L’Invidioso di Totò: genesi di un apocrifo, storia di una fake news
L’Invidioso di Totò è un poemetto che avete visto spesso sulla Rete. Variamente attribuito al Principe Antonio De Curtis, per i fan l’attore comico Totò, circola ininterrottamente sui social.
E non solo su di essi, ma anche su forme di socialità virtuale nate prima dei social e, per un certo periodo, con esse coesistenti come i blog e i Forum. E come avete visto, ancora operative.
E, come abbiamo visto spesso accadere, anche finita sul profilo di una “Spunta Blu” illustre come Sabrina Salerno, divenuta involontariamente testimonial della fake news.
Poemetto che in realtà è un falso d’autore. Nel senso che l’autore in persona ci ha scritto, e non dall’oltretomba
L’autore è l’admin della pagina Facebook Curiosando si Impara, che ha postato il contenuto per la prima volta nel giorno 27 Febbraio 2010.
Prima di tale data infatti la poesiola non appariva in nessuna fonte letteraria, né legata al comico Partenopeo, né altrove.
Come confermatoci per iscritto dall’autore originale, che ci ha confermato la storia per mezzo di nota mail, la versione originale era assemblata sulla medesima grafica a forma di libro, ma con un volto femminile sorridente creato per mezzo di GAN (Grafica Computerizzata).
Cosa che si può confermare dal link fornito e dal fatto che, come visto nei nostri approfondimenti, i volti in GAN sono imperfetti e in questo caso gli orecchini della sorridente figura sono asimmetrici.
Possiamo quindi passare agli ulteriori rilievi.
L’Invidioso di Totò: genesi di un apocrifo, storia di una fakenews
Nell’immediato, subito dopo quindi il Febbraio 2020, la poesiola è riapparsa sovrapponendo il volto di Totò a quello della donna creata al computer e con la “firma” del comico.

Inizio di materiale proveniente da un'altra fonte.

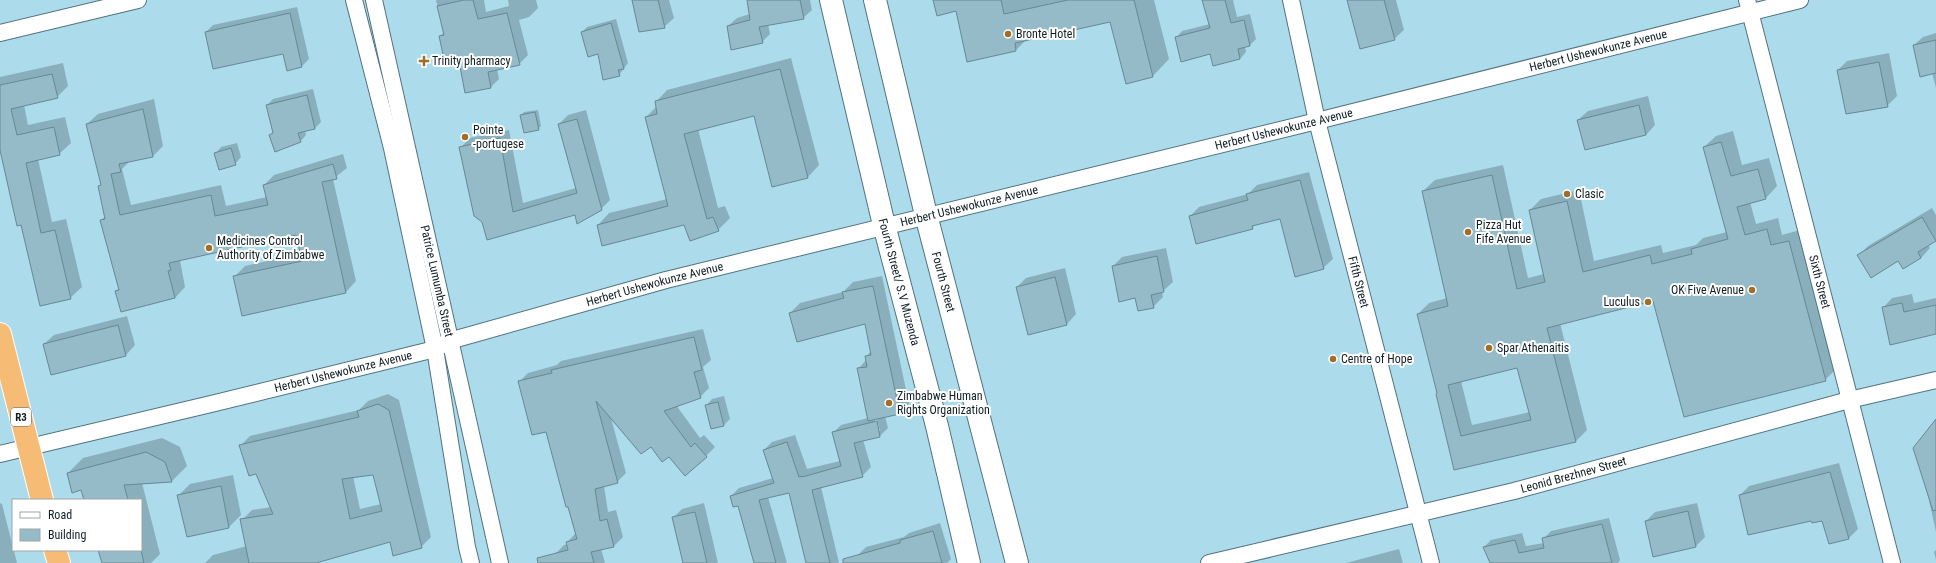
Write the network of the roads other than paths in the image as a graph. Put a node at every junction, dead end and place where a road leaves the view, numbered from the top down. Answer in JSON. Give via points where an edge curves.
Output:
{"nodes":[{"id":1,"x":138,"y":0,"type":"edge"},
{"id":2,"x":354,"y":0,"type":"edge"},
{"id":3,"x":374,"y":0,"type":"edge"},
{"id":4,"x":831,"y":0,"type":"edge"},
{"id":5,"x":875,"y":0,"type":"edge"},
{"id":6,"x":1291,"y":0,"type":"edge"},
{"id":7,"x":1800,"y":0,"type":"edge"},
{"id":8,"x":1748,"y":6,"type":"edge"},
{"id":9,"x":0,"y":33,"type":"edge"},
{"id":10,"x":1317,"y":121,"type":"junction"},
{"id":11,"x":926,"y":215,"type":"junction"},
{"id":12,"x":884,"y":225,"type":"junction"},
{"id":13,"x":0,"y":334,"type":"edge"},
{"id":14,"x":449,"y":341,"type":"junction"},
{"id":15,"x":435,"y":349,"type":"junction"},
{"id":16,"x":1936,"y":380,"type":"edge"},
{"id":17,"x":1849,"y":400,"type":"junction"},
{"id":18,"x":28,"y":447,"type":"junction"},
{"id":19,"x":0,"y":454,"type":"edge"},
{"id":20,"x":42,"y":499,"type":"edge"},
{"id":21,"x":1417,"y":513,"type":"junction"},
{"id":22,"x":55,"y":551,"type":"edge"},
{"id":23,"x":59,"y":563,"type":"edge"},
{"id":24,"x":471,"y":563,"type":"edge"},
{"id":25,"x":500,"y":563,"type":"edge"},
{"id":26,"x":969,"y":563,"type":"edge"},
{"id":27,"x":1017,"y":563,"type":"edge"},
{"id":28,"x":1209,"y":563,"type":"edge"},
{"id":29,"x":1431,"y":563,"type":"edge"},
{"id":30,"x":1892,"y":563,"type":"edge"}],
"edges":[{"from":1,"to":9,"type":"street"},
{"from":2,"to":15,"type":"street","name":"Patrice Lumumba Street","via":[[392,148]]},
{"from":3,"to":14,"type":"street","name":"Patrice Lumumba Street"},
{"from":4,"to":12,"type":"main road","name":"Fourth Street/ S.V Muzenda"},
{"from":5,"to":11,"type":"main road","name":"Fourth Street"},
{"from":6,"to":10,"type":"street","name":"Fifth Street"},
{"from":7,"to":8,"type":"street","name":"Herbert Ushewokunze Avenue"},
{"from":8,"to":10,"type":"street","name":"Herbert Ushewokunze Avenue"},
{"from":8,"to":17,"type":"street","name":"Sixth Street"},
{"from":10,"to":11,"type":"street","name":"Herbert Ushewokunze Avenue"},
{"from":10,"to":21,"type":"street","name":"Fifth Street"},
{"from":11,"to":12,"type":"street","name":"Herbert Ushewokunze Avenue"},
{"from":11,"to":27,"type":"main road","name":"Fourth Street"},
{"from":12,"to":14,"type":"street","name":"Herbert Ushewokunze Avenue","via":[[666,280]]},
{"from":12,"to":26,"type":"main road","name":"Fourth Street/ S.V Muzenda","via":[[937,426]]},
{"from":13,"to":18,"type":"highway","number":"R3"},
{"from":14,"to":15,"type":"street","name":"Herbert Ushewokunze Avenue"},
{"from":14,"to":25,"type":"street","name":"Patrice Lumumba Street"},
{"from":15,"to":18,"type":"street","name":"Herbert Ushewokunze Avenue"},
{"from":15,"to":24,"type":"street","name":"Patrice Lumumba Street"},
{"from":16,"to":17,"type":"street","name":"Leonid Brezhnev Street"},
{"from":17,"to":21,"type":"street","name":"Leonid Brezhnev Street","via":[[1514,491]]},
{"from":17,"to":30,"type":"street","name":"Sixth Street"},
{"from":18,"to":19,"type":"street","name":"Herbert Ushewokunze Avenue"},
{"from":18,"to":20,"type":"highway","number":"R3"},
{"from":21,"to":28,"type":"street","name":"Leonid Brezhnev Street"},
{"from":21,"to":29,"type":"street","name":"Fifth Street"},
{"from":22,"to":23,"type":"highway"}]}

In una curiosa dinamica già viste troppe volte, già nel maggio 2020 gli autori hanno annunciato nei commenti alla condivisione di aver identificato le prime fake, registrando di aver ricevuto lamentele da utenti pronti ad incolparli di essersi attribuiti una frase di Totò
Alcune persone ci hanno contattato chiedendoci se questa frase è di Totò. No:
Totò non ha mai detto queste parole e purtroppo una pagina ha rubato la nostra immagine, ha cancellato il nostro logo per attribuirla falsamente a Totò. Facebook ha provveduto a rimuovere l’immagine bufala ma purtroppo il danno è stato fatto.
In gergo di internet tale manovra si chiama “freebooting”, l’uso di contenuti di pagine altrui occultandone la provenienza.
Un caso simile si è registrato con una presunta frase su Gesù Cristo attribuita a Woody Allen e Fedez quando in realtà era stata scritta dal fumettista Italiano Davide La Rosa per un post sul suo blog nel Febbraio del 2012.
Oppure nel caso del racconto del giovane Gandhi contro il Malvagio Professor Peters, attribuita a questo o quel pensatore e destituita di ogni fondamento e logica. Ma anche nel caso dell’apologo di Churchill punk che invita a cestinare i cartelli di divieto di fumo, caso da manuale di “Churchillian Drift” (“non l’ha detto, ma potrebbe averlo fatto”) indicatoci come tale dalla International Churchill Society.
La mente corre ad un presunto apologo di Cicerone, che di Ciceroniano aveva ben poco. O all’imprevisto Tucicide novax contro le pandemie, ottenuto da una traduzione errata.
Per restare in tema politico, siamo dinanzi all’equivalente della frase di Pertini che propone di cacciare via i politici con mazze e pietre, e Pasolini che cita la Guzzanti scrivendo ad Alberto Moravia o forse Alberto Sordi, nel campo sociale a Giobbe Covatta che da oltre un decennio combatte con affermazioni razziste scritte a suo nome sulla base di “Se lo dice Giobbe Covatta non è razzismo e va bene anche se lo è”.
In tutti i casi il presunto apocrifo non esiste fino alla sua prima apparizione social, denunciando un ulteriore elemento di falsità.
Da allora gli autori della pagina hanno segnalato diverse pagine latrici del contenuto alterato, ottenendone la rimozione, ma senza riuscire a fermare le condivisioni. Hanno così raggiunto noi.